- Work instruction -
Filter the data below for the string "name" and copy each matching line.

Stored data

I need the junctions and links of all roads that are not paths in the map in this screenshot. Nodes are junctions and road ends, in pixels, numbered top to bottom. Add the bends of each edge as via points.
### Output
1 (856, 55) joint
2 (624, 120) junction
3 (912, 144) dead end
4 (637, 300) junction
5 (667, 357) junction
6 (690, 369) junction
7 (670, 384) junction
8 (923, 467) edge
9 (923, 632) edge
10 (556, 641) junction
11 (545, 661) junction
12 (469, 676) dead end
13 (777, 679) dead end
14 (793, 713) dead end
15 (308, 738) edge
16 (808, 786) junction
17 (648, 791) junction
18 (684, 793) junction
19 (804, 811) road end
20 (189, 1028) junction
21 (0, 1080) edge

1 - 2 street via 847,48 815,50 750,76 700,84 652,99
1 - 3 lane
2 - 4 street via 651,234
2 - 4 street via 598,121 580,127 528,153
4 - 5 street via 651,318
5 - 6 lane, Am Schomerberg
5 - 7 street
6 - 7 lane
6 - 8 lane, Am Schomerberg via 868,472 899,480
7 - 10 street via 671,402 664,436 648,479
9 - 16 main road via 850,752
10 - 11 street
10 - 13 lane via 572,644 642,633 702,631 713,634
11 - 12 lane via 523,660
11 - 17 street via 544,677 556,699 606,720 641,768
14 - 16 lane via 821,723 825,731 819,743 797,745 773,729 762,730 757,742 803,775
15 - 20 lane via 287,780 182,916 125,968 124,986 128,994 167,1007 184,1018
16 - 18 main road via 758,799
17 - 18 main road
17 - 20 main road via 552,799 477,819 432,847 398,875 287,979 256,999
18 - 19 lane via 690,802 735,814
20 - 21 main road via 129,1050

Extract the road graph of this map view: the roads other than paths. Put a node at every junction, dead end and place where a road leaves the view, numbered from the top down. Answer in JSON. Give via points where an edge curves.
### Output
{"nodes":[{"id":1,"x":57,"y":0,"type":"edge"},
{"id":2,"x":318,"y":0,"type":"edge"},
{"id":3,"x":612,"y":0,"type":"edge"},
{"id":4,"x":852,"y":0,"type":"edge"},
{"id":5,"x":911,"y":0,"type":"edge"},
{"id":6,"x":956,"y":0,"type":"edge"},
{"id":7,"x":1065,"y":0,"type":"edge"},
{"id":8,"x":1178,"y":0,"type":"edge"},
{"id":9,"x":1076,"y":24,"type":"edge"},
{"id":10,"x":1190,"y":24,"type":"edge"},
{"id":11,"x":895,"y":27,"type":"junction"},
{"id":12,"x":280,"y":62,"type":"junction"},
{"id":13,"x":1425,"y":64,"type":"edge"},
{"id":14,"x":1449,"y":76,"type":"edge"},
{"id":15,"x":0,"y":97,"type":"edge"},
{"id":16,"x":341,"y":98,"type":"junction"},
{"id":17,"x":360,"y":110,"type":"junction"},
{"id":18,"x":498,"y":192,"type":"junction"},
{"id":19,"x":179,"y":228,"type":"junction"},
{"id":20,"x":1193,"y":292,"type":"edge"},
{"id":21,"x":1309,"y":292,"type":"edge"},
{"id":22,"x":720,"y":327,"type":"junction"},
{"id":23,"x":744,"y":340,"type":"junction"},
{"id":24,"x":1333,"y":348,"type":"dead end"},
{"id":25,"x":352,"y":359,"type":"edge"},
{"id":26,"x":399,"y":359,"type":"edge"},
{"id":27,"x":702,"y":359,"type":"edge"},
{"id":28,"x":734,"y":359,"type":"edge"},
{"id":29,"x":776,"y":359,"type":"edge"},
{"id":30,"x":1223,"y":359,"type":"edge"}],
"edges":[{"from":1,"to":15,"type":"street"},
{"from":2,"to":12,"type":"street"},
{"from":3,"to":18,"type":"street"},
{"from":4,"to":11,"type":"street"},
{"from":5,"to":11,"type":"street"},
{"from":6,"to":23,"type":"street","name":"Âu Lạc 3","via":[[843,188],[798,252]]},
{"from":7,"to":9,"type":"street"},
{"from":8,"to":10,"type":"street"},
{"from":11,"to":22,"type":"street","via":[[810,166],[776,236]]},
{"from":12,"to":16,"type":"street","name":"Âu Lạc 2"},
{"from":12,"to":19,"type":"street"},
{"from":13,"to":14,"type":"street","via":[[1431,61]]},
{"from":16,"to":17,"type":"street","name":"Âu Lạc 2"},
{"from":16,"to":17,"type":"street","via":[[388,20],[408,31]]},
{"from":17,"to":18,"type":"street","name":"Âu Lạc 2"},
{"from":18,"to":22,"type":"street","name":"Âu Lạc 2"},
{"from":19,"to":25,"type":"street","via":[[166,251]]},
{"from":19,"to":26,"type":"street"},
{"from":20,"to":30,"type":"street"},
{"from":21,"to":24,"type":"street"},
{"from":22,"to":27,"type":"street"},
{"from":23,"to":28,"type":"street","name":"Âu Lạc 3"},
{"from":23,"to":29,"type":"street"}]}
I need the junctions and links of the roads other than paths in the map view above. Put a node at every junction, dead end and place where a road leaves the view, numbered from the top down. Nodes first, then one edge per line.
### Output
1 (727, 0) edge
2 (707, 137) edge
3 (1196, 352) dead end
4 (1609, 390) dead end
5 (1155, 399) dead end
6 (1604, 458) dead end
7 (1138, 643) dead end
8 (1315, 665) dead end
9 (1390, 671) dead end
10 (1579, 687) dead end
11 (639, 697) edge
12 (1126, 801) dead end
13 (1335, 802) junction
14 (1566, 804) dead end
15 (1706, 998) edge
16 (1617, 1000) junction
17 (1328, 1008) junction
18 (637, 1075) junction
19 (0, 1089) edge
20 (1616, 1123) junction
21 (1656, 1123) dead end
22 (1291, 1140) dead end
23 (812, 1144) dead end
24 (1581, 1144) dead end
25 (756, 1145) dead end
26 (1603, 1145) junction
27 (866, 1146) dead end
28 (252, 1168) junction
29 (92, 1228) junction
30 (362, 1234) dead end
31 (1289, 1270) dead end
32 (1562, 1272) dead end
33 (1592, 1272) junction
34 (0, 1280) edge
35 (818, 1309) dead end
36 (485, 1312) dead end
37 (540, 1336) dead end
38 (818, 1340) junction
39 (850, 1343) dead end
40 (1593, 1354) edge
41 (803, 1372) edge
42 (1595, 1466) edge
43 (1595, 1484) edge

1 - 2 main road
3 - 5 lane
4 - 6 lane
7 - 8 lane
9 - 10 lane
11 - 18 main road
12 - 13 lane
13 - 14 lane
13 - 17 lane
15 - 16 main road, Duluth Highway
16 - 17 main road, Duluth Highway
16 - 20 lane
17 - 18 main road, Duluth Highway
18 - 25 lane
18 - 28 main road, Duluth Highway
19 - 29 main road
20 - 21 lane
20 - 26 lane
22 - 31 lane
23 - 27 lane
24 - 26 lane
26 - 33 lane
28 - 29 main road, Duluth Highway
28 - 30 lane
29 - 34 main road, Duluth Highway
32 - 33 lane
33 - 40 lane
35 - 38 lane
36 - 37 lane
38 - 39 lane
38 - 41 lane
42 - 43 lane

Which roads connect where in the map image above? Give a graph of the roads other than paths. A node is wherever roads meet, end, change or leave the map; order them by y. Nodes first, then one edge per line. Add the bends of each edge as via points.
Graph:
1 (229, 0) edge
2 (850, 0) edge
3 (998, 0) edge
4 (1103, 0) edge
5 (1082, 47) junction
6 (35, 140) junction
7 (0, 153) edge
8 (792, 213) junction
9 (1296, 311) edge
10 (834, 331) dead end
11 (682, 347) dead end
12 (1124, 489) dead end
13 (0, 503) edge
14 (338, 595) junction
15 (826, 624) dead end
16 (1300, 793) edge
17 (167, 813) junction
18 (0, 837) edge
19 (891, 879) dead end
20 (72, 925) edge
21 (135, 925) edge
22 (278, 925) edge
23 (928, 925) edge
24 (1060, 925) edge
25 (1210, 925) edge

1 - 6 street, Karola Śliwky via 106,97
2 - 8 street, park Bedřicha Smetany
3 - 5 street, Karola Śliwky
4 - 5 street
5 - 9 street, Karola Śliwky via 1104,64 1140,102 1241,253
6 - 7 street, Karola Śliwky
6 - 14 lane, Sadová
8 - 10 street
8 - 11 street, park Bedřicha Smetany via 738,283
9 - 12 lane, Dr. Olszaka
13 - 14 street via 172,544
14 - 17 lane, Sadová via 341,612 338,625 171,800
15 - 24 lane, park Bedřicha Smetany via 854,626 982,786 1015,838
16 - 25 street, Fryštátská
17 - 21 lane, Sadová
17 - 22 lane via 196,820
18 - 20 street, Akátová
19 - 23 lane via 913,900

- Solution for this problem -
{"from":6,"to":23,"type":"street","name":"Âu Lạc 3","via":[[843,188],[798,252]]},
{"from":12,"to":16,"type":"street","name":"Âu Lạc 2"},
{"from":16,"to":17,"type":"street","name":"Âu Lạc 2"},
{"from":17,"to":18,"type":"street","name":"Âu Lạc 2"},
{"from":18,"to":22,"type":"street","name":"Âu Lạc 2"},
{"from":23,"to":28,"type":"street","name":"Âu Lạc 3"},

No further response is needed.